WHAT YOU HAVE TO DO>
Provide the count of lines below where "Lorong" occurs, with no other output.

Dataset entries>
----
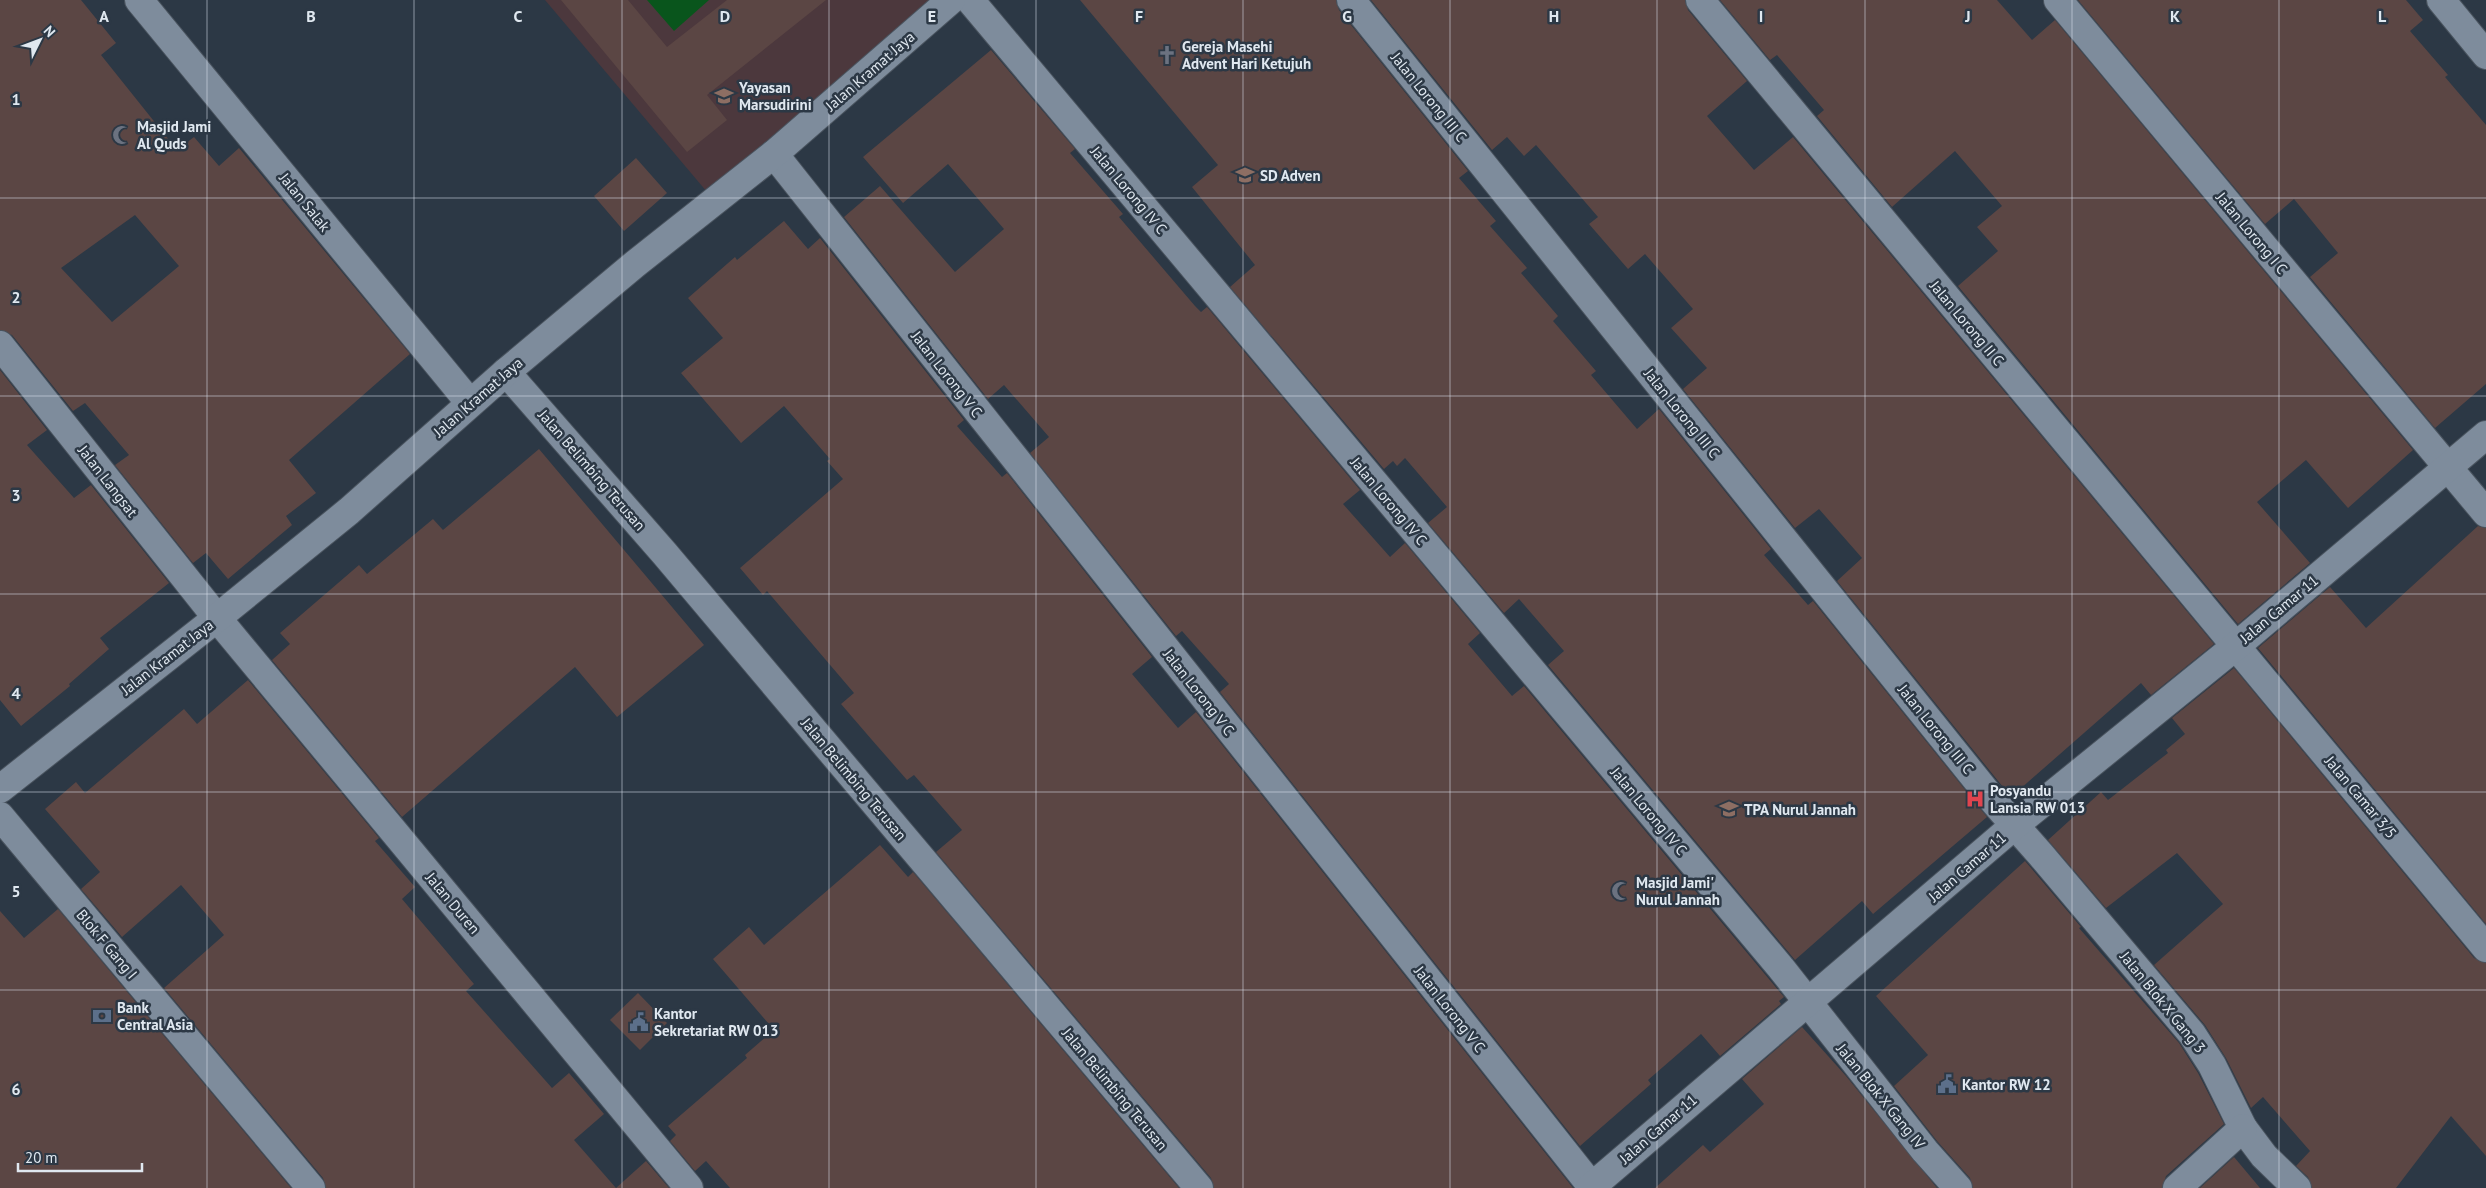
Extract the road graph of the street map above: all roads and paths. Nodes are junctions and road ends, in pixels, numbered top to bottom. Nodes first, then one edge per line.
1 (139, 0) edge
2 (951, 0) edge
3 (970, 0) edge
4 (1351, 0) edge
5 (1700, 0) edge
6 (2058, 0) edge
7 (2441, 0) edge
8 (2486, 55) edge
9 (774, 154) junction
10 (0, 345) edge
11 (506, 372) junction
12 (470, 403) junction
13 (2486, 435) edge
14 (2447, 466) junction
15 (2486, 514) edge
16 (217, 618) junction
17 (2236, 646) junction
18 (0, 789) edge
19 (0, 816) edge
20 (2015, 824) junction
21 (2486, 948) edge
22 (1806, 1002) junction
23 (2243, 1128) junction
24 (311, 1188) edge
25 (689, 1188) edge
26 (1198, 1188) edge
27 (1591, 1188) edge
28 (1958, 1188) edge
29 (2177, 1188) edge
30 (2297, 1188) edge

1 - 12 street, Jalan Salak
2 - 9 street, Jalan Kramat Jaya
3 - 22 street, Jalan Lorong IV C
4 - 20 street, Jalan Lorong III C
5 - 17 street, Jalan Lorong II C
6 - 14 street, Jalan Lorong I C
7 - 8 street
9 - 11 street, Jalan Kramat Jaya
9 - 27 street, Jalan Lorong V C
10 - 16 street, Jalan Langsat
11 - 12 street, Jalan Kramat Jaya
11 - 26 street, Jalan Belimbing Terusan
12 - 16 street, Jalan Kramat Jaya
13 - 14 street, Jalan Camar 11
14 - 15 street, Jalan Lorong I C
14 - 17 street, Jalan Camar 11
16 - 18 street, Jalan Kramat Jaya
16 - 25 street, Jalan Duren
17 - 20 street, Jalan Camar 11
17 - 21 street, Jalan Camar 3/5
19 - 24 street, Blok F Gang I
20 - 22 street, Jalan Camar 11
20 - 23 street, Jalan Blok X Gang 3
22 - 27 street, Jalan Camar 11
22 - 28 street, Jalan Blok X Gang IV
23 - 29 street
23 - 30 street, Jalan Blok X Gang 3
----
THE COMPLETED TASK>
6